Dans le Paris fou de 1928, la danseuse Ida Rubinstein approche Maurice Ravel pour lui commander un ballet. Figé par l’enjeu, le compositeur cherche en vain l’inspiration.
Le Boléro serait joué dans le monde toutes les 15 minutes. Alors qu’il en dure à peu près 16, cela signifierait que jamais il ne s’arrête. Les saynètes hétéroclites qui animent le générique démontre à quel point cette mélodie a dépassé les frontières temporelles et géographiques pour imprégner les esprits. Mais que sait-on de son auteur ? Anne Fontaine tente d’en percer le mystère ou de s’en rapprocher.

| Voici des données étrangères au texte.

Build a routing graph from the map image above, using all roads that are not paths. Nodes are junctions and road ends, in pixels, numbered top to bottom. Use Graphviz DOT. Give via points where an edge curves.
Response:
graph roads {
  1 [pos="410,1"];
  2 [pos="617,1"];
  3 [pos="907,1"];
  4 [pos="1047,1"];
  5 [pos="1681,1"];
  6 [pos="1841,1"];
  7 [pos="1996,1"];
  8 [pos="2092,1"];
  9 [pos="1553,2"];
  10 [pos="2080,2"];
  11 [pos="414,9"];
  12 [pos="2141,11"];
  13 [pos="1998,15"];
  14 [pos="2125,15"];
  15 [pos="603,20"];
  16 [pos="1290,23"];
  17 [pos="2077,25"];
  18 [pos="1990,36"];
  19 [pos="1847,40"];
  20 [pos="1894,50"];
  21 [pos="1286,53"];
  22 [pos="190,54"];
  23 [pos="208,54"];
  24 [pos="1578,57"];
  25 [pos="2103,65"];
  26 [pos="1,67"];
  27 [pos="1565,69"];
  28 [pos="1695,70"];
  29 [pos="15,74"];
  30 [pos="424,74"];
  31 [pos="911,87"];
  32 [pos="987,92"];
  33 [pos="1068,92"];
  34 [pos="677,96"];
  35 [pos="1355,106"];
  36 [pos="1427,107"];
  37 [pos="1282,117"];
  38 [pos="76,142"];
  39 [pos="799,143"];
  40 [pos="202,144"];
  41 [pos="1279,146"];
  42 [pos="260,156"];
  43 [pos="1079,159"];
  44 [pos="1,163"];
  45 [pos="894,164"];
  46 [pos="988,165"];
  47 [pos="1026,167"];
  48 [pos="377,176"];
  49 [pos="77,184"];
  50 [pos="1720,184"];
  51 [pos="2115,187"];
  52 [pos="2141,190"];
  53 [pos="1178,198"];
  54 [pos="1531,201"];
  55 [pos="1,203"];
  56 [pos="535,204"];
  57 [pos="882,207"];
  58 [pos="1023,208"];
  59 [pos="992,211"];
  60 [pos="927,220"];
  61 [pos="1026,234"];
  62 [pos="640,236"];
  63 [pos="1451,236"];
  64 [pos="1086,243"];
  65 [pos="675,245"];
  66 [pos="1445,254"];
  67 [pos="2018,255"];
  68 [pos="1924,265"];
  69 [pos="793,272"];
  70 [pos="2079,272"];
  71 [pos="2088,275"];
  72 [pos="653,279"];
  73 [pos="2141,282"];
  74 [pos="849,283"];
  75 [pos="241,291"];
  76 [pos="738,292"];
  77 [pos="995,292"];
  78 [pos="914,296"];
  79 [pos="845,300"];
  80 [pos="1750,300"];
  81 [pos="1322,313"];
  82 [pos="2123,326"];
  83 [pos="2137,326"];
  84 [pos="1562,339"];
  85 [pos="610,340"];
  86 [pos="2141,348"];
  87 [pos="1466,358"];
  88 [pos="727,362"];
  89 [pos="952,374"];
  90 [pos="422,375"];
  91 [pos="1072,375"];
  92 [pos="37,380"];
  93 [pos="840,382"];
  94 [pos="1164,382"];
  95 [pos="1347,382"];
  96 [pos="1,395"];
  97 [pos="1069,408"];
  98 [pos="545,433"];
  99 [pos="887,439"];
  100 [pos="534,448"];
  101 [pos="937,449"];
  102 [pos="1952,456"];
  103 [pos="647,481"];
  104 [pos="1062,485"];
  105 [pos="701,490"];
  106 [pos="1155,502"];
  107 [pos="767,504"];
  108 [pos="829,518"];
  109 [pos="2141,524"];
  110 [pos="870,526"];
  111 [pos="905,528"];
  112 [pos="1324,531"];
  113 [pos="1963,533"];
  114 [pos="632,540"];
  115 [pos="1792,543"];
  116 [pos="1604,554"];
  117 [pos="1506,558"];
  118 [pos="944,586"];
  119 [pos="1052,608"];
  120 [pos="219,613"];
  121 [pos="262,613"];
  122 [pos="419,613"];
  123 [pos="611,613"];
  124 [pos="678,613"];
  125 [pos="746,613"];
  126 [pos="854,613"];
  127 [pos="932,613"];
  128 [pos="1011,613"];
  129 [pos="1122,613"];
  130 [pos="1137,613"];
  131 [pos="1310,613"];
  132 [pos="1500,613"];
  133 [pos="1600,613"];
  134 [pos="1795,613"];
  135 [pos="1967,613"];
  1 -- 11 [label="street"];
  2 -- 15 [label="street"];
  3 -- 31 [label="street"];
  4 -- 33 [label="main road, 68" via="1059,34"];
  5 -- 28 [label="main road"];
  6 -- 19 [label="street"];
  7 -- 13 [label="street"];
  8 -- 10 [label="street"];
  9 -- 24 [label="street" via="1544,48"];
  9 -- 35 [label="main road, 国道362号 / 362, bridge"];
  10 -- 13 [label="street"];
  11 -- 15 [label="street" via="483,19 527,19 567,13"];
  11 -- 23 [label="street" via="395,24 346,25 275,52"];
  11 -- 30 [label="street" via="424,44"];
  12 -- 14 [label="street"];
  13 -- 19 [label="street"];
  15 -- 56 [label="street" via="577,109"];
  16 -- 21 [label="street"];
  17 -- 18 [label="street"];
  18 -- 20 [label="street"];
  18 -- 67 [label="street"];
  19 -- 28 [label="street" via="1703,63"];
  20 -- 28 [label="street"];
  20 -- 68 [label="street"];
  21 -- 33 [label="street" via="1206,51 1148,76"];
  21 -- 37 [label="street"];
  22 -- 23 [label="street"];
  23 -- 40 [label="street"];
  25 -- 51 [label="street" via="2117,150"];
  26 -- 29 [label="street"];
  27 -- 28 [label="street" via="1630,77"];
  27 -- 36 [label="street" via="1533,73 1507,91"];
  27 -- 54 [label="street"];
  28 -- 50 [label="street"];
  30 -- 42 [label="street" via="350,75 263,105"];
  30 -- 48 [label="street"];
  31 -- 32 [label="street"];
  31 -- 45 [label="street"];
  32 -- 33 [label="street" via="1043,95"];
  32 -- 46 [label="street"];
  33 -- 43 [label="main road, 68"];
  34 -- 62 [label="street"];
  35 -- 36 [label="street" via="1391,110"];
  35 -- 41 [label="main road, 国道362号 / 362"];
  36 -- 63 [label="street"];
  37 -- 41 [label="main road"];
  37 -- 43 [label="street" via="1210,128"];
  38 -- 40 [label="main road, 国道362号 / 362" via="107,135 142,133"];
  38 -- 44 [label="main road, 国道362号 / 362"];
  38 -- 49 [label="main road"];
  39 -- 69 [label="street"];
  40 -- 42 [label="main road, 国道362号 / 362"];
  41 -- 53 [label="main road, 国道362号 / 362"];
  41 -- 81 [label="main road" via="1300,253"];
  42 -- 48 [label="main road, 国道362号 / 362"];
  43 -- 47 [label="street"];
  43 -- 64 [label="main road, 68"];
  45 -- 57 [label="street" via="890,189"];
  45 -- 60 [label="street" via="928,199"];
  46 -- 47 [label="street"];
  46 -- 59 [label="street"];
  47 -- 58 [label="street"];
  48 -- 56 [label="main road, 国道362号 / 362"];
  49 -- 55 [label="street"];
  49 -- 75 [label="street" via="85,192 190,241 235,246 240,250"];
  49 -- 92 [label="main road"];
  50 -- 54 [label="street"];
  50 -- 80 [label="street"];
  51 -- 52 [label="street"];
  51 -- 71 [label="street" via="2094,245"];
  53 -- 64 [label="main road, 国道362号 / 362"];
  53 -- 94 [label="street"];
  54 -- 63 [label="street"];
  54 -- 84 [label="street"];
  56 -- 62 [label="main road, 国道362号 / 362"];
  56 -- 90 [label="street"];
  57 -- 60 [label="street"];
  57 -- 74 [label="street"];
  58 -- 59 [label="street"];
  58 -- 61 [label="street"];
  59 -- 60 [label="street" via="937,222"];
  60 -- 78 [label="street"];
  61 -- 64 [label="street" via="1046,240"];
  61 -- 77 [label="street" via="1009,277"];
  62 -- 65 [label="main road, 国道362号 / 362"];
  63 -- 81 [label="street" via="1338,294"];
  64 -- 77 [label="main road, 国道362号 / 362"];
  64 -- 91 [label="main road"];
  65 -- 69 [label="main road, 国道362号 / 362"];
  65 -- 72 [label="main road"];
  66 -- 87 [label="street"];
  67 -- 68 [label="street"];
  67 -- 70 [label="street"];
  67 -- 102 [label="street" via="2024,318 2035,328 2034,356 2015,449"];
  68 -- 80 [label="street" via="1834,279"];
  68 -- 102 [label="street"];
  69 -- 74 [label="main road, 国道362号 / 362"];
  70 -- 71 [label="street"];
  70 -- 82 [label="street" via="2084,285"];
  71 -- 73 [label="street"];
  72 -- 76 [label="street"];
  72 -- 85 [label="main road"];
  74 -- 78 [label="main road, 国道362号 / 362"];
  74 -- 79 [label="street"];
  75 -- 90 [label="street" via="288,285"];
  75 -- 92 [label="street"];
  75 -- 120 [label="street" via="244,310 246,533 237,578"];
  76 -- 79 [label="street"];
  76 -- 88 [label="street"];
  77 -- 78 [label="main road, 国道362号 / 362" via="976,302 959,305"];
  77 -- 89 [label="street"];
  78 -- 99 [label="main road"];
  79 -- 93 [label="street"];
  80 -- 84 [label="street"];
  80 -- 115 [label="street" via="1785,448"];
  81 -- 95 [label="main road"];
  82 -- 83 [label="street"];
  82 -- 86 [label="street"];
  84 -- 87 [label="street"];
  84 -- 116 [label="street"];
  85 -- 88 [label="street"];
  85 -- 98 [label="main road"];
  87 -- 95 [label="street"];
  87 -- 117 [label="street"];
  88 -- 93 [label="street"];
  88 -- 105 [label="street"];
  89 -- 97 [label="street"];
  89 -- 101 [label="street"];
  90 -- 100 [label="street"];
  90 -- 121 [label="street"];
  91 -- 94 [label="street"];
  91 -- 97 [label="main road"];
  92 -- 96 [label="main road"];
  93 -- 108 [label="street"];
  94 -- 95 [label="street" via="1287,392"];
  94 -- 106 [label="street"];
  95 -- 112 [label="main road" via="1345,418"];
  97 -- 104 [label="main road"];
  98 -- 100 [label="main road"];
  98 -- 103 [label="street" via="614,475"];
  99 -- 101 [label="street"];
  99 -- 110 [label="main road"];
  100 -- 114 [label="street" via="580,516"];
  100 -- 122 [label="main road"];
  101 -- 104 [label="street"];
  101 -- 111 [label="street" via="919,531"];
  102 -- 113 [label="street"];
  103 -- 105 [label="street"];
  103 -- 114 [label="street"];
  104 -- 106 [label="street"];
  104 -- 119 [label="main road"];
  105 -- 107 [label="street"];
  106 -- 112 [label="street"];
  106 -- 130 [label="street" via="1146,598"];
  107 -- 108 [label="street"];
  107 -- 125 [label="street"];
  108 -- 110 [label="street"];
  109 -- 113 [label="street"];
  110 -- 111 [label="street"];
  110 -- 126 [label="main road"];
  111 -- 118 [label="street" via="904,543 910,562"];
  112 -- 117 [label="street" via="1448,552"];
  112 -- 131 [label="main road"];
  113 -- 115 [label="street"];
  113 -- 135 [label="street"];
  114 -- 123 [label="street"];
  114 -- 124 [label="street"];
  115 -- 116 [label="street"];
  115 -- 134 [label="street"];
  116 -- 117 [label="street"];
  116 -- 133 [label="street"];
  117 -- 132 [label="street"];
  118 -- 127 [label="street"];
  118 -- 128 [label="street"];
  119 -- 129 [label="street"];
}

Fils de bonne famille, très attaché à sa mère, le jeune Ravel ne fait qu’échouer encore et encore au Prix de Rome, ses compositions étant certainement trop modernes pour les esgourdes grises des juges. Reconnu néanmoins dans les salons chics de la capitale, le voilà chargé par l’étoile de la Belle Epoque de lui remettre une partition aux effluves érotiques. De quoi décontenancer l’homme dont les amours paraissent indéfinies. Il forme un quatre mains chaste avec Misia Sert, femme éprise et mariée, et fait chanter les putains sans les déshabiller. Sa seule maîtresse est la musique, lui que la critique décrit comme un fin technicien bien incapable de susciter de l’émotion. Comme le film pour ainsi dire. Aussi, la séquence la plus sensuelle offerte s’avère l’enfilage d’un long gant rouge, malheureusement fracturée par un montage alterné. L’asexualité du personnage l’empêcherait ainsi de saisir la dimension charnelle de son œuvre la plus mémorable, au point de s’offusquer du spectacle sans équivoque donné par sa mécène. Pauvre Jeanne Balibar, plus ridicule qu’excitante en maquerelle sévillane entourée de ses boys.

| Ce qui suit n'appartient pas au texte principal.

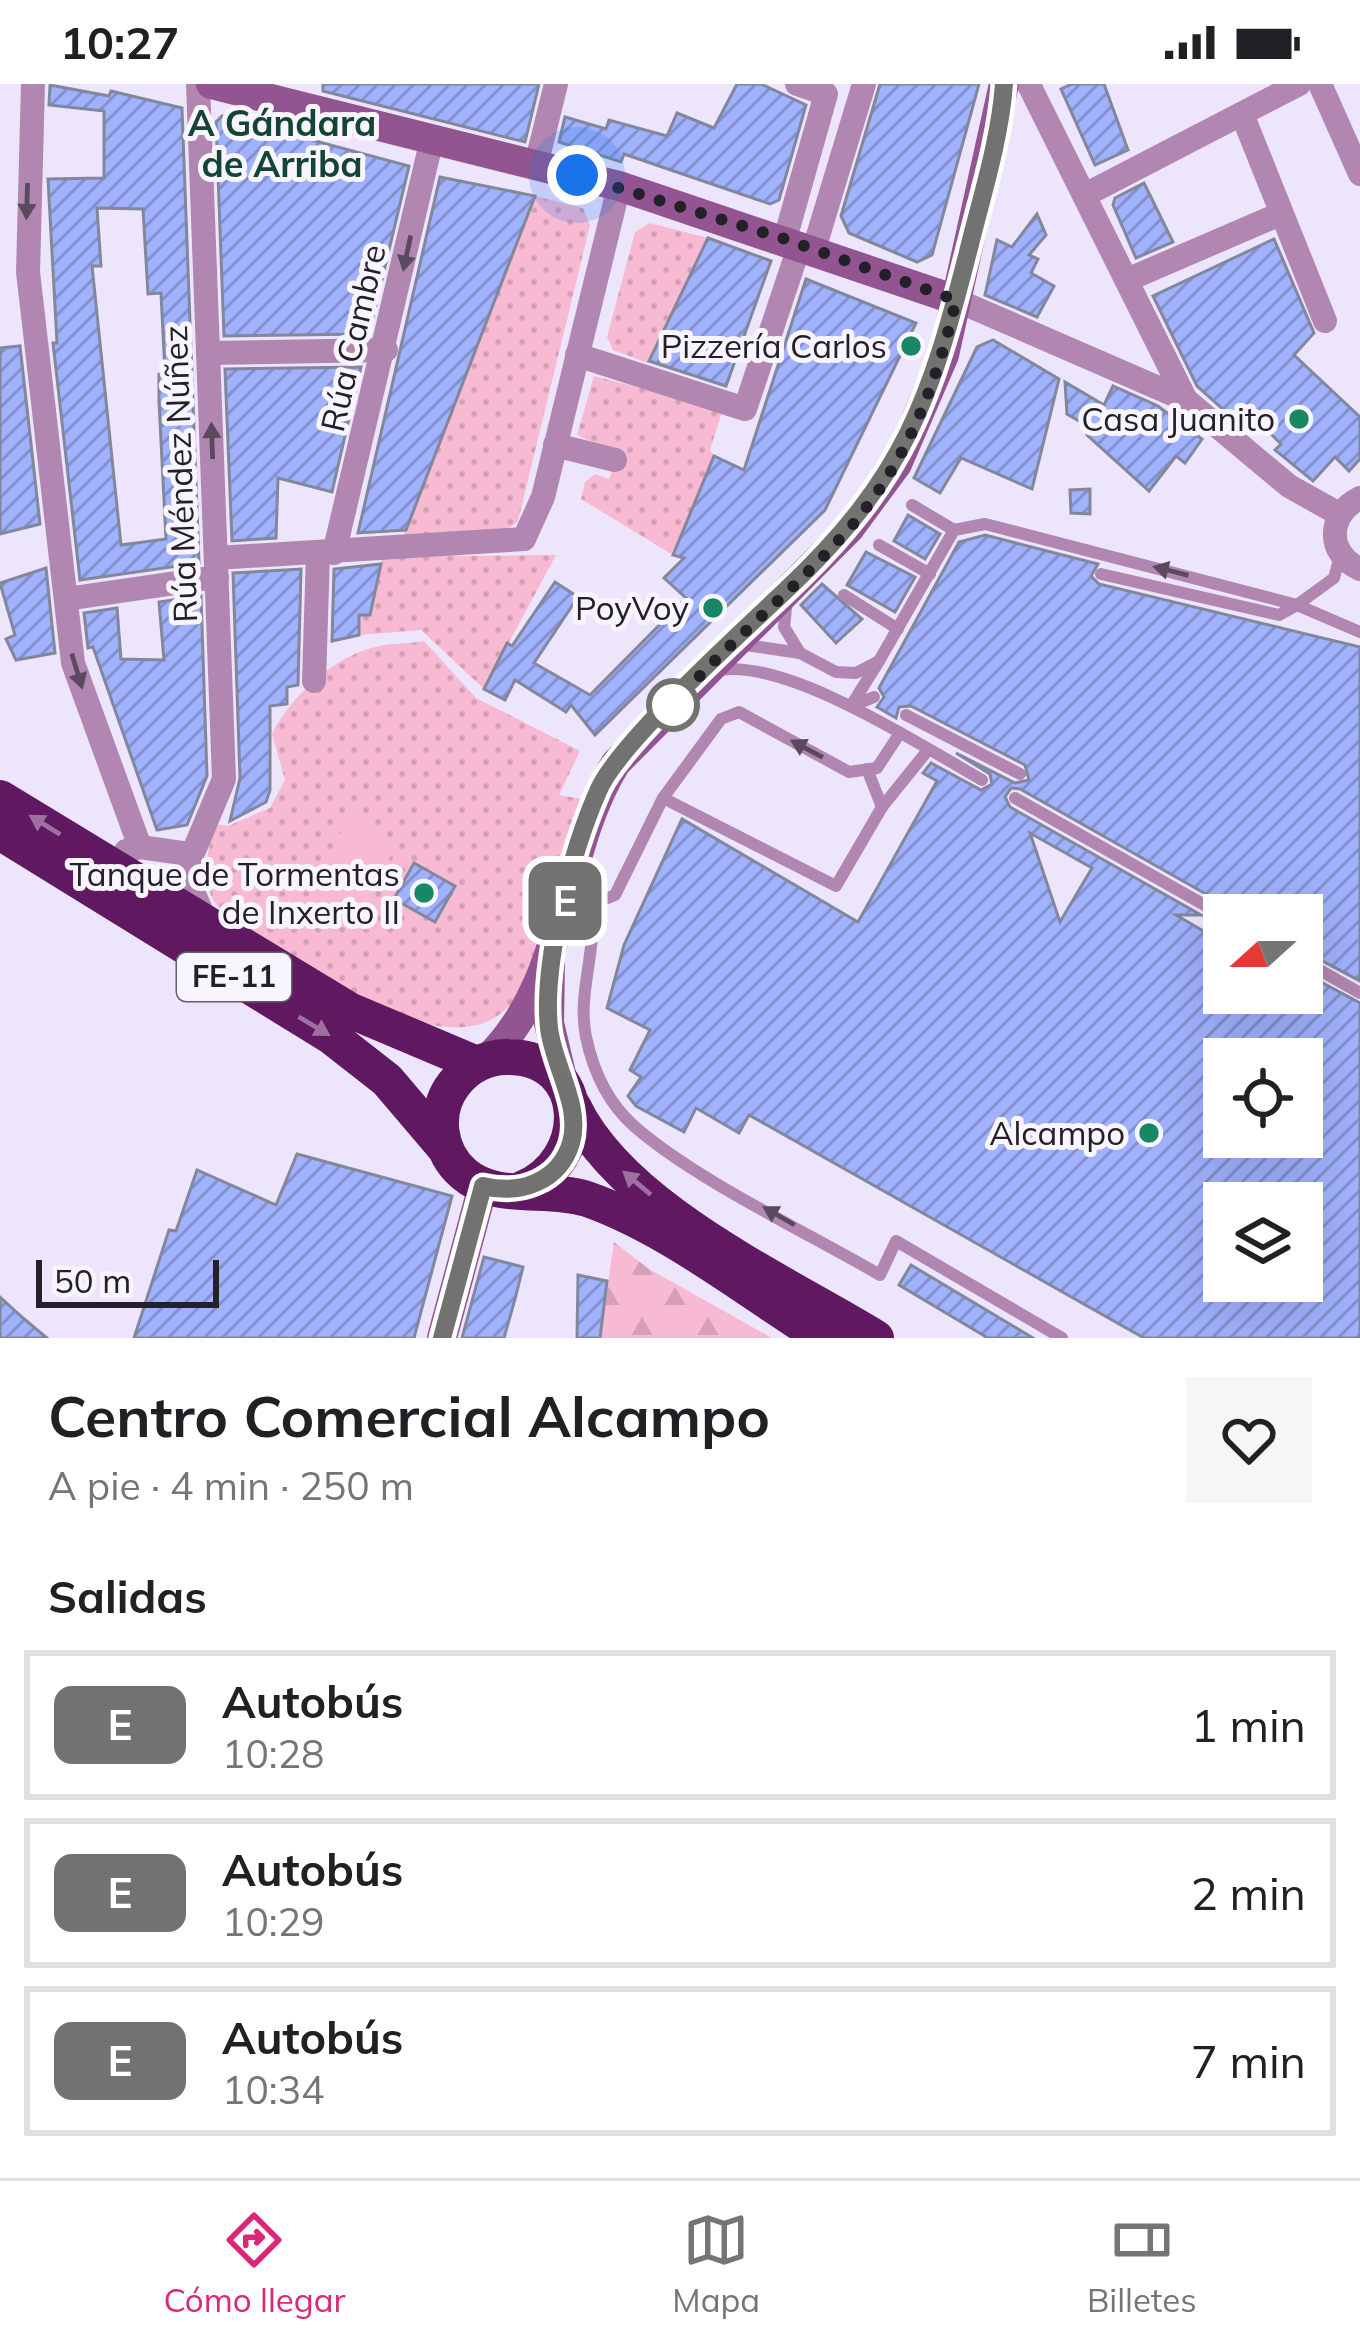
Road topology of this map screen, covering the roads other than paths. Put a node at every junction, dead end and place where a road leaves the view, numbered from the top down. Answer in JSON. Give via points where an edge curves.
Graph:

Évitant heureusement une épiphanie créative, Anne Fontaine préfère se concentrer sur l’artiste au travail, hésitant devant sa page blanche. Le tic-tac du réveil, les cloches de l’église, un air populaire ou le bruit des machines sont autant d’éléments choisis qui construisent petit à petit le fameux thème répété. Dans le rôle de l’auteur, Raphaël Personnaz s’est investi corps et âme en apprenant le piano et à diriger un orchestre. Regard perçant et visage émacié suggèrent une étrangeté mêlant une rigueur inquiétante à l’enfance, jugée sérieuse ici. La fin de vie du personnage se prolonge, la réalisatrice s’enlisant petit à petit dans un biopic plus classique aux langueurs inutiles. Demeure le Boléro, pièce unique, envoûtante, foudroyante, éternelle. Après la fin, vient le recommencement.